Leadership
and Social Mobility in a Southeast Asian society: Minahasa, 1677-1983. By M.J.C.
Schouten. VKI 179. Leiden: KITLV Press, 1998, 334 pp., bibliography, index.
Reviewed
by Sven Kosel, J.W.-Goethe University (Institute of Southeast Asian Studies),
Frankfurt upon Main (Germany).
This
book is based on Schouten's Ph.D. thesis submitted in 1993, which has been carefully
revised and a host of details has been added. The book clearly benefits from
the author's academic commitment to the Minahasa for already more than twenty
years, as becomes obvious in her impressive knowledge of the historical sources.
The massive work is packed with a wealth of information without the author ever
being in danger of losing sight of her main line of argument.
The
overriding themes of the study are leadership and the strategies used by Minahasans
in order to achieve status in a society characterized by an egalitarian structure
and ever-present competition. At the same time Schouten elegantly combines the
diverse lines of inquiry of her previous publications, i.e. colonial administrative
policy, headhunting, notions of spiritual potency, changes in subsistence and
market economy, the roles of women, and ways of remembering the past through
ancestors, to form a multi-faceted picture of the diverse aspects involved in
questions of leadership.
The
scope of the study covers the period of intensified European contacts since
1677 until completion of Schouten's fieldwork in 1983. The author manages to
cope with such a vast material by organizing the book roughly chronologically
while successively narrowing the focus from the whole of Minahasa to the Sonder
area and specifically the village of Polandos. In general this methodologically
sound and works very well, enabling the author to convey a lively picture of
her fieldwork site. However some readers might regret that the part of the book
dealing with the time since Indonesian independence and the ethnographic present,
i.e. the 1980s, comprises only 60 pages of a total of 280 pages of plain text.

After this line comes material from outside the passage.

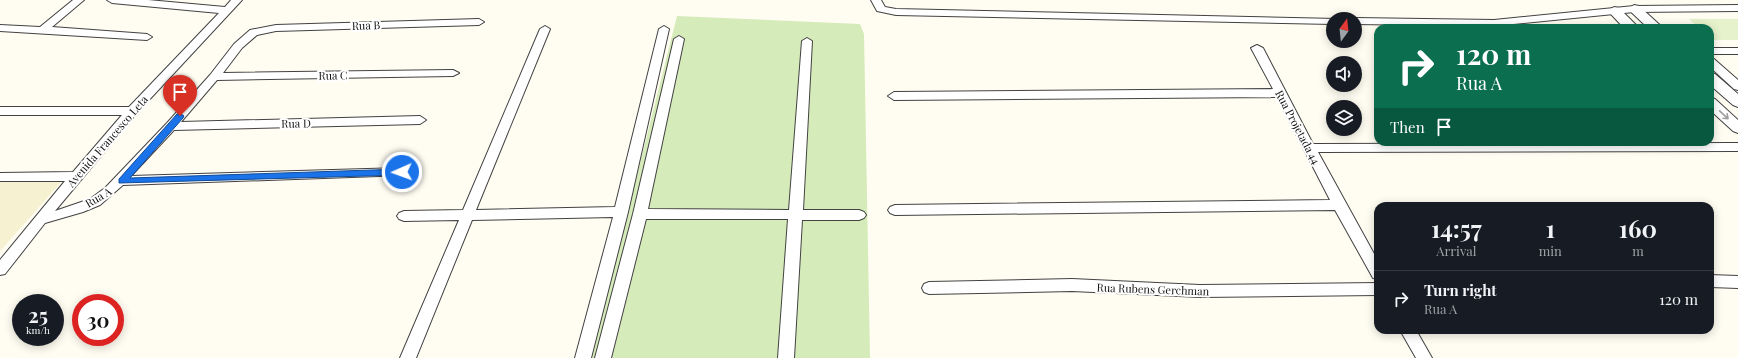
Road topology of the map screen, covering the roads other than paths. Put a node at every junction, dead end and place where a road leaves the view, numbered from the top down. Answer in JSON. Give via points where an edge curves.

The economic implications of clove-cultivation, which has been of foremost importance
especially to the Sonder-region, have changed dramatically since Schouten's
fieldwork ended in 1983; but the involvement of the Suharto family in the clove
monopoly in the 1990s and the drastic drop of clove prices that followed go
completely unmentioned.
This
is a minor shortcoming though, because it is more than compensated by the meticulous
comprehensiveness of the historical outline. Both parts cannot be separated,
as it is the ingenious and consistent way in which Schouten combines these,
that is the main quality of this book. Schouten convincingly demonstrates that
in their pursuit of power and prestige Minahasans were always masters in coping
with and benefiting from changes.
In
the pre-contact period warfare and the accumulation of wealth for the sponsorship
of potlatch-like feasts of merit were the primary roads to positions of leadership.
Success in head-hunting raids and prosperity both testified that a person possessed
and emanated spiritual force (keter) and thereby could attract followers
or even become a revered ancestor.
In
the nineteenth century, Minahasan society was dramatically transformed.
Dutch
colonial direct rule, coffee-cultivation, the rapid conversion of the Minahasans
to protestant Christianity and their adoption of western modes of dress and
life-style gave many observers the impression that traditional Minahasan culture
had disappeared. But, as Schouten points out, Minahasans actively influenced
these changes and where quick to make use of school education, official positions
in the Dutch administration and success in the market economy as new roads to
attain status. However the Dutch helped to make chieftainship quasi-hereditary,
limited to a new elite.
In the course of the twentieth century and due to increasing integration into larger political and economic systems more and more Minahasans gained access to new opportunities. Besides the chiefs a new middle class of intellectuals, entrepreneurs, military personell and bureaucrats occupied new status categories. All these changes in leadership patterns still show the assiduous role of competition and social mobility as well as the persistence of traditional models.
Schouten
clearly expresses that it is not her aim to formulate a general theory of leadership.
Accordingly, when examining the rather central topic of spiritual force, she
briefly mentions Kruyt's somewhat dated classic (Het animisme in den Indischen
Archipel, ‘s-Gravenhage, 1906) as well as more recent works, but their virtues
and flaws for the Minahasan case are not discussed. Instead, what makes this
work interesting and important for readers other than those with a special interest
in the Minahasa only, is the insightful way in which it combines historical
and anthropological methods in order to examine the interplay of local and regional
levels. Schouten shows how today's interpretations of the past influence the
present.
This book is an outstanding contribution to the knowledge of an Indonesian outer-island region's culture and history. Due to its excellent comprehensiveness it is the single most important reference for the study of the Minahasa today and sets high standards for future studies of similar topics and scope in other Southeast Asian areas.